● Supplied data
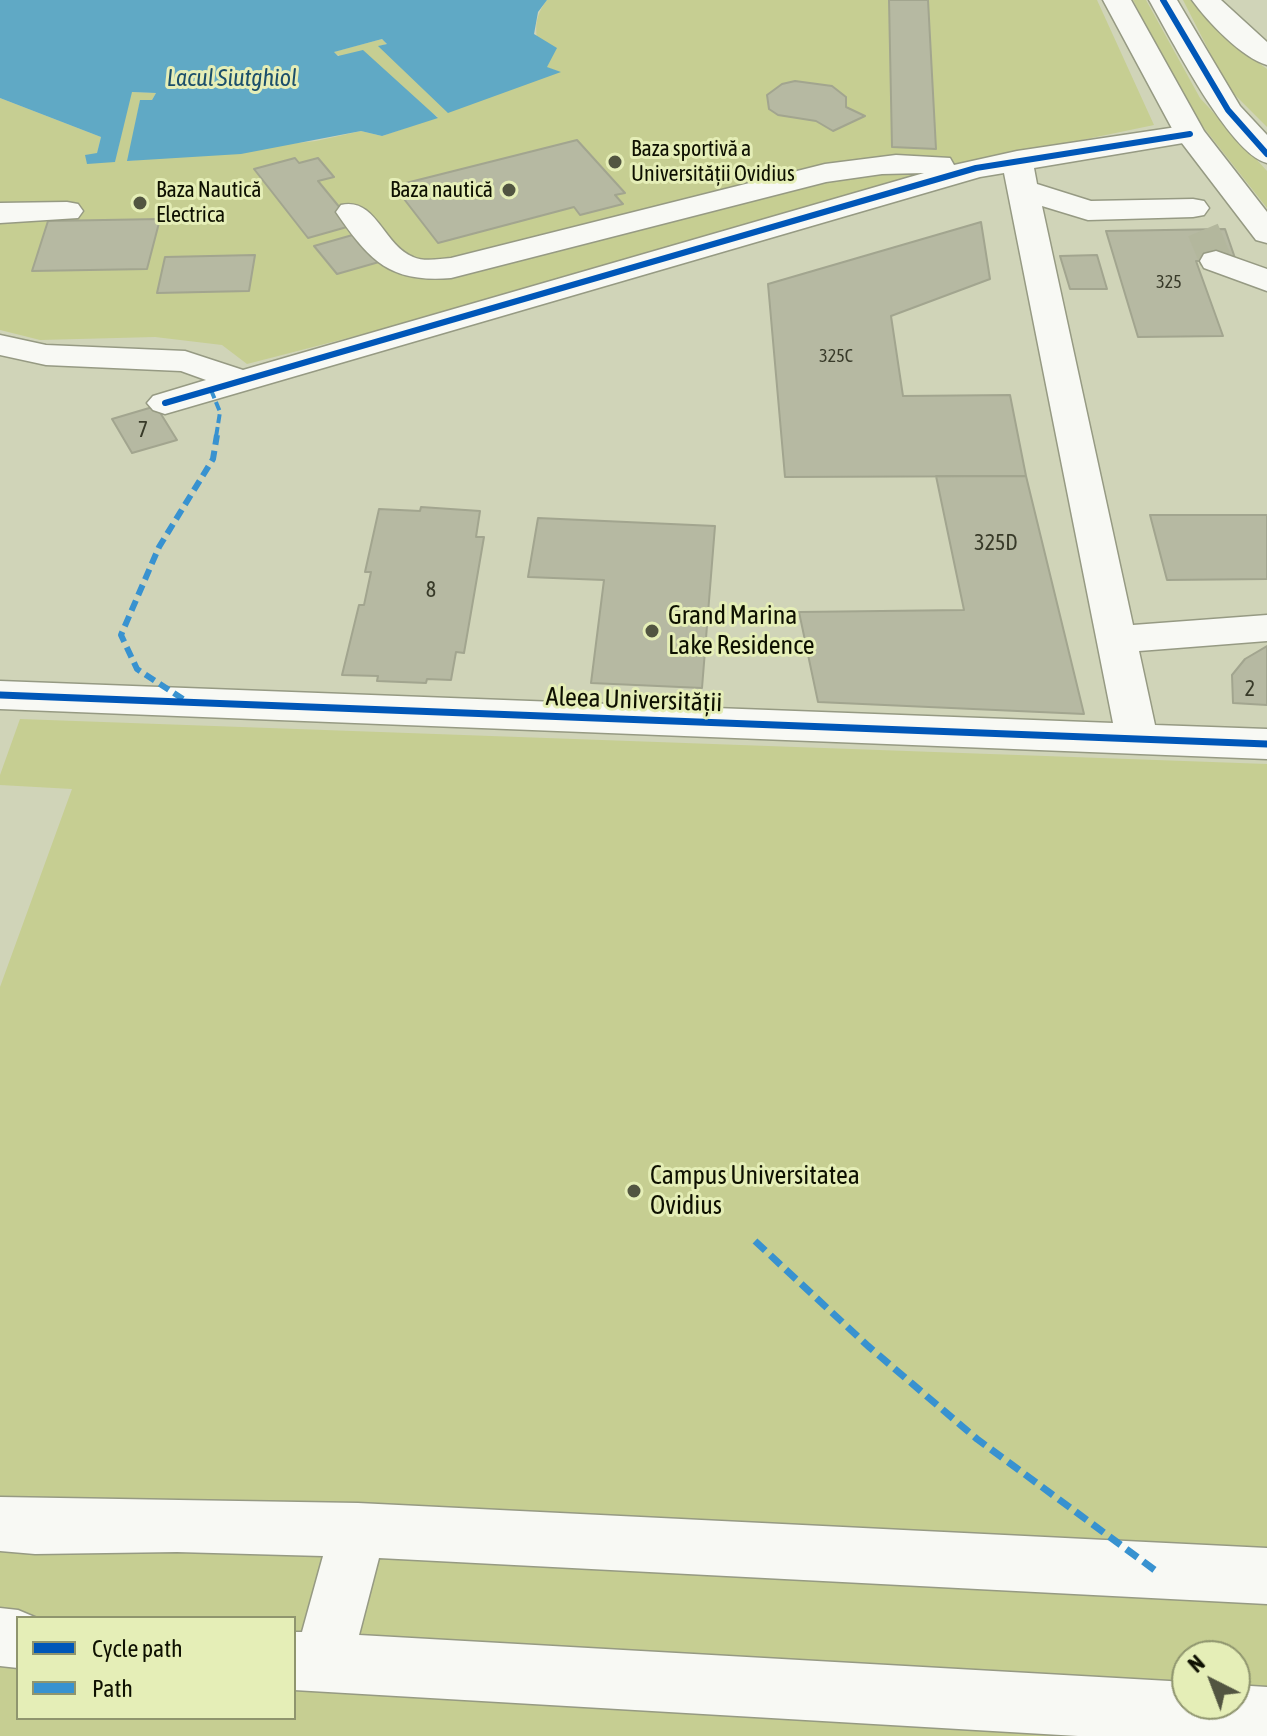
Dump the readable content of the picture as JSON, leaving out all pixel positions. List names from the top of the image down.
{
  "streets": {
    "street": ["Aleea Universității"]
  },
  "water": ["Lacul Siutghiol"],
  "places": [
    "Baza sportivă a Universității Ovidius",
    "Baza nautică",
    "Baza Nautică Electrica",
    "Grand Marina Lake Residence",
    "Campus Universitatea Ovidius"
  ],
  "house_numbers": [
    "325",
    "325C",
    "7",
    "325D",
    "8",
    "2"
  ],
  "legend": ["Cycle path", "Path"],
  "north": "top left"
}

* * *

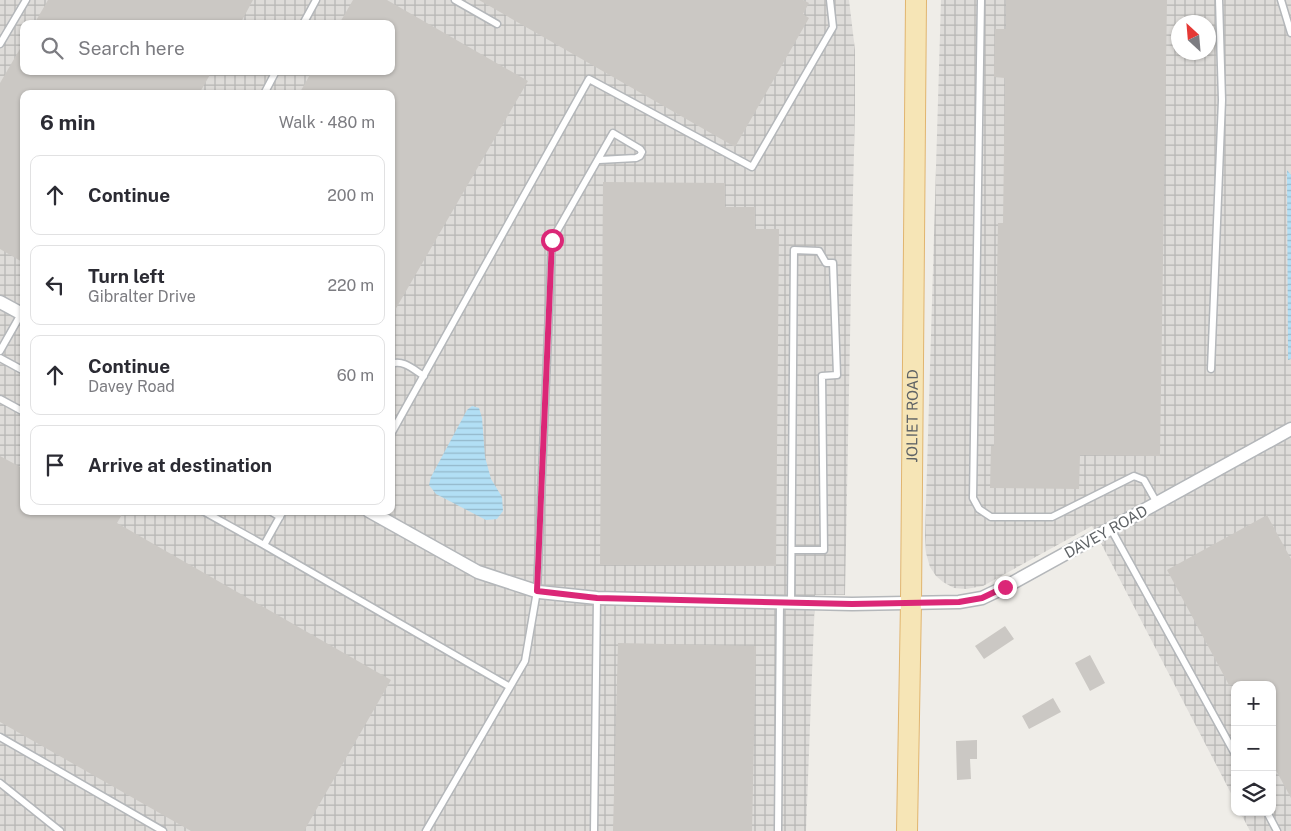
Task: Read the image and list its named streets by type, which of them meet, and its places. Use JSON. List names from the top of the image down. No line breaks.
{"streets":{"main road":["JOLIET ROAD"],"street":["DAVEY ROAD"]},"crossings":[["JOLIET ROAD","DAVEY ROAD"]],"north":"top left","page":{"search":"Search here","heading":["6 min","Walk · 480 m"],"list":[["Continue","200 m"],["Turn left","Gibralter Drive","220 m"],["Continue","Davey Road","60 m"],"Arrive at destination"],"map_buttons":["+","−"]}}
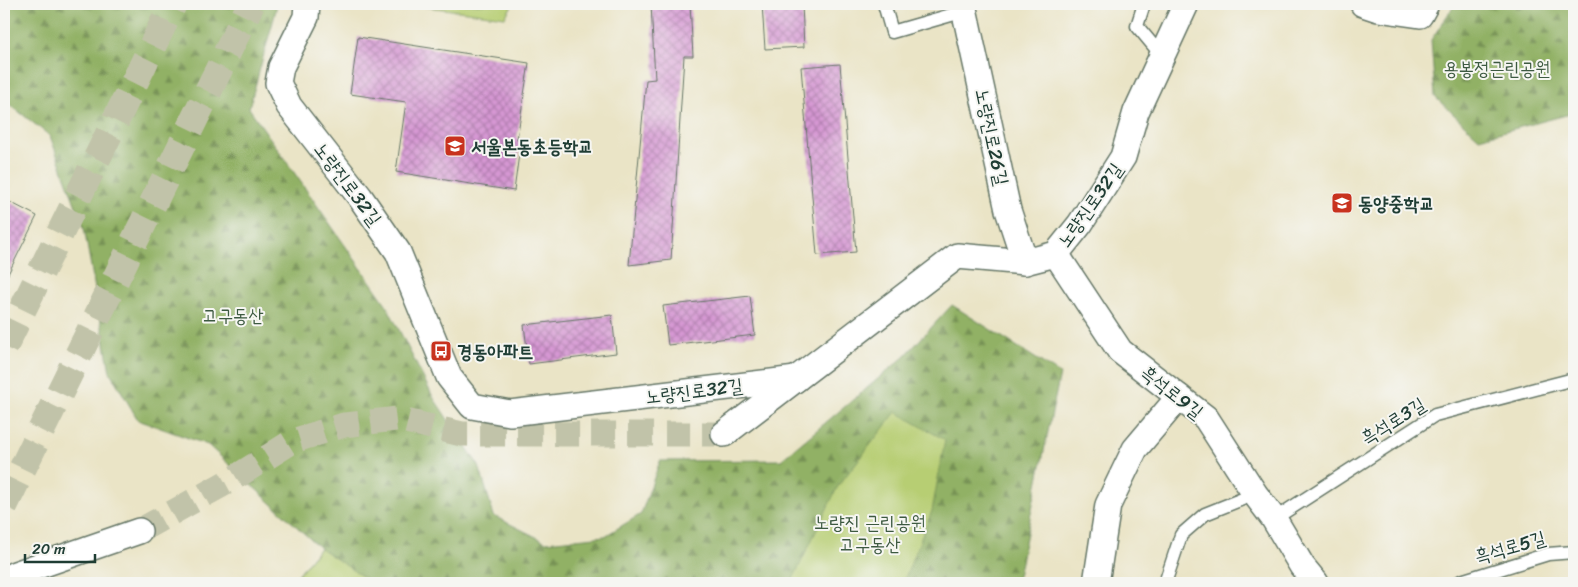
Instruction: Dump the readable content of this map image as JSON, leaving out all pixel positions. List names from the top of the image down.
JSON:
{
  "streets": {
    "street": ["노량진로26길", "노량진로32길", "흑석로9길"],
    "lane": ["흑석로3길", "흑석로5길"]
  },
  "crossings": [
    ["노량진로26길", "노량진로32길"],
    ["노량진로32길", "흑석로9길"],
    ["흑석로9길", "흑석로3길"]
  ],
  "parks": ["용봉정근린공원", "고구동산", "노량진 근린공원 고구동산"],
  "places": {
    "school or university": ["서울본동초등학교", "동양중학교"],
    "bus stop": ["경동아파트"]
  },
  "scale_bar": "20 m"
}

● Work task
Print everything from the line with "Task: Read the" down to the line with "Instruction: Dump the" in the entries above, both lines included and nothing more, without the pictures.

● Reply
Task: Read the image and list its named streets by type, which of them meet, and its places. Use JSON. List names from the top of the image down. No line breaks.
{"streets":{"main road":["JOLIET ROAD"],"street":["DAVEY ROAD"]},"crossings":[["JOLIET ROAD","DAVEY ROAD"]],"north":"top left","page":{"search":"Search here","heading":["6 min","Walk · 480 m"],"list":[["Continue","200 m"],["Turn left","Gibralter Drive","220 m"],["Continue","Davey Road","60 m"],"Arrive at destination"],"map_buttons":["+","−"]}}
Instruction: Dump the readable content of this map image as JSON, leaving out all pixel positions. List names from the top of the image down.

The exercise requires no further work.